1. Bathroom Break away: Her friends keep showing up every time you talk to her and drag her away to the bathroom. This is no coincidence, especially if this happens every time you try to talk to her! Her bladder is not that small!

2. The Gauntlet: You are in a crowd and try to approach her and mysteriously all her friends approach you and try to “get to know you” better. Chances are they are giving her time to pull a Houdini and disappear. At the end of the gauntlet you find only archaeological evidence she was ever there.

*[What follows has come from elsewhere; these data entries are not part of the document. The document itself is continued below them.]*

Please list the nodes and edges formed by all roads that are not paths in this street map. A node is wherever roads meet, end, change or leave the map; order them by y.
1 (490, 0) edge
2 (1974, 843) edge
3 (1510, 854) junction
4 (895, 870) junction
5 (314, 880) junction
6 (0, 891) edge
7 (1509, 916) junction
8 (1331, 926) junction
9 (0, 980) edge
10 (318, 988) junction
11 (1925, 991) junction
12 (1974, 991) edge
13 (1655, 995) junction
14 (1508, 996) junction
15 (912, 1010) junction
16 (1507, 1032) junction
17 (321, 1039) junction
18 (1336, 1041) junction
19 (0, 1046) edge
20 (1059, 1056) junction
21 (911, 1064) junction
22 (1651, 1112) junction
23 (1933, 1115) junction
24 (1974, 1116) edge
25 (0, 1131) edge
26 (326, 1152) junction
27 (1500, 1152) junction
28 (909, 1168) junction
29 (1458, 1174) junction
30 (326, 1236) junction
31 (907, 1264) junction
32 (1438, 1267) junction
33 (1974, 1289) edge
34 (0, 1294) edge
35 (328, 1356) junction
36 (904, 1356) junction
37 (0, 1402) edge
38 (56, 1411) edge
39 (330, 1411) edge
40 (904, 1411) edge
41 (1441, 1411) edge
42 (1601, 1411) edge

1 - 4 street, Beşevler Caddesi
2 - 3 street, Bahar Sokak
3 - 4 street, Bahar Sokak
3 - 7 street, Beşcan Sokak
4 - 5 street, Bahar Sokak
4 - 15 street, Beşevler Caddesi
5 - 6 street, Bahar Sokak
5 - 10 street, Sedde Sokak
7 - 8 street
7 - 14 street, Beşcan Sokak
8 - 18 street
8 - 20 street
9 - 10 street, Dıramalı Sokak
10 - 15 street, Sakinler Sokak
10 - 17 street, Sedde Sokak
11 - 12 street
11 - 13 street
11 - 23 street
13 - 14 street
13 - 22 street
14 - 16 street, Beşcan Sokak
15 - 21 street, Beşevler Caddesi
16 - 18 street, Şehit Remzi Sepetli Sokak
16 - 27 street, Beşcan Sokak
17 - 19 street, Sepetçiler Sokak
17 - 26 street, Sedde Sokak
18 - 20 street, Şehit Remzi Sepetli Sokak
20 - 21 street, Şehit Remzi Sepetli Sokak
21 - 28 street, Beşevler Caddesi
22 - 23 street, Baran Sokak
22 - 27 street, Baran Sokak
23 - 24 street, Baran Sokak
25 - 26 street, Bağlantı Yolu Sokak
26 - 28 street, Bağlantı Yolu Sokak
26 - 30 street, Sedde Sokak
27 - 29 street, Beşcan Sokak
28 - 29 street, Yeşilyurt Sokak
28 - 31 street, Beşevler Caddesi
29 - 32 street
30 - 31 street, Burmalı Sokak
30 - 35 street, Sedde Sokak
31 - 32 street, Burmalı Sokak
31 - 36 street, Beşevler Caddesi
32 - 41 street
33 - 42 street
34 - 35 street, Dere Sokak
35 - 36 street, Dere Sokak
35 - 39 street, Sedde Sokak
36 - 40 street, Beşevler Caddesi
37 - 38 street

3. The ignore button: When you call her, her phone goes to voice mail after 4-6 rings. It takes about 2 rings for your phone to connect and about 1-2 for her to react. So chances are she hit the “ignore button” man, sorry. You could leave a message or just come to terms with the fact that she is just not into you.

4. Forgetting: She makes plans with you then pretends to have forgotten. When you think of her brain…think “elephant brain”.

5. I’ll just go ahead and reschedule: She cancels plans frequently. Females have a hierarchy of people and plans. In this instance you are probably just in her lowest tier. Anything that comes up will result in a cancellation. Even re-run of old Steven Seagal movies.

6. The “1 step”: Every girl has a personal space. If you take one step towards her and she takes 1 step away, it’s not really a dance, its more like she just ain’t into you. If she really dislikes you, she may even do this subconsciously even if you are not in the same room or even in the same state for that matter.

7. Friend request pending: If you continuously friend request her and you get no response, there is no Facebook malfunction!! She’s ALWAYS online!. In fact she was probably on when you requested her saying, “not this jackass again!”

8. Mr perfectly not you: If her description of her perfect man is directly opposite to you. For example if you are a short, red headed, Irish male and she says, “I just wanna meet a tall, black, muscular, NBA player that doesn’t eat potatoes.” I think the writing is on the wall buddy.

9. Humor me!: She doesn’t laugh at your jokes. It has nothing to do with your actual jokes. You are probably not funny anyhow. If she likes you, she will laugh, its flirtatious. If she always has THE look on her face. The one that makes her look as if she is in a concentration camp then you should reconsider things.

10. Superotherman: She keeps talking about another guy like he is a superhero i.e. he’s funnier than you, smarter than you, he has x-ray vision, he can fly etc. She may not dislike you, but you are probably the designated gay friend (DGF). You have zero sexual threat (sad I know).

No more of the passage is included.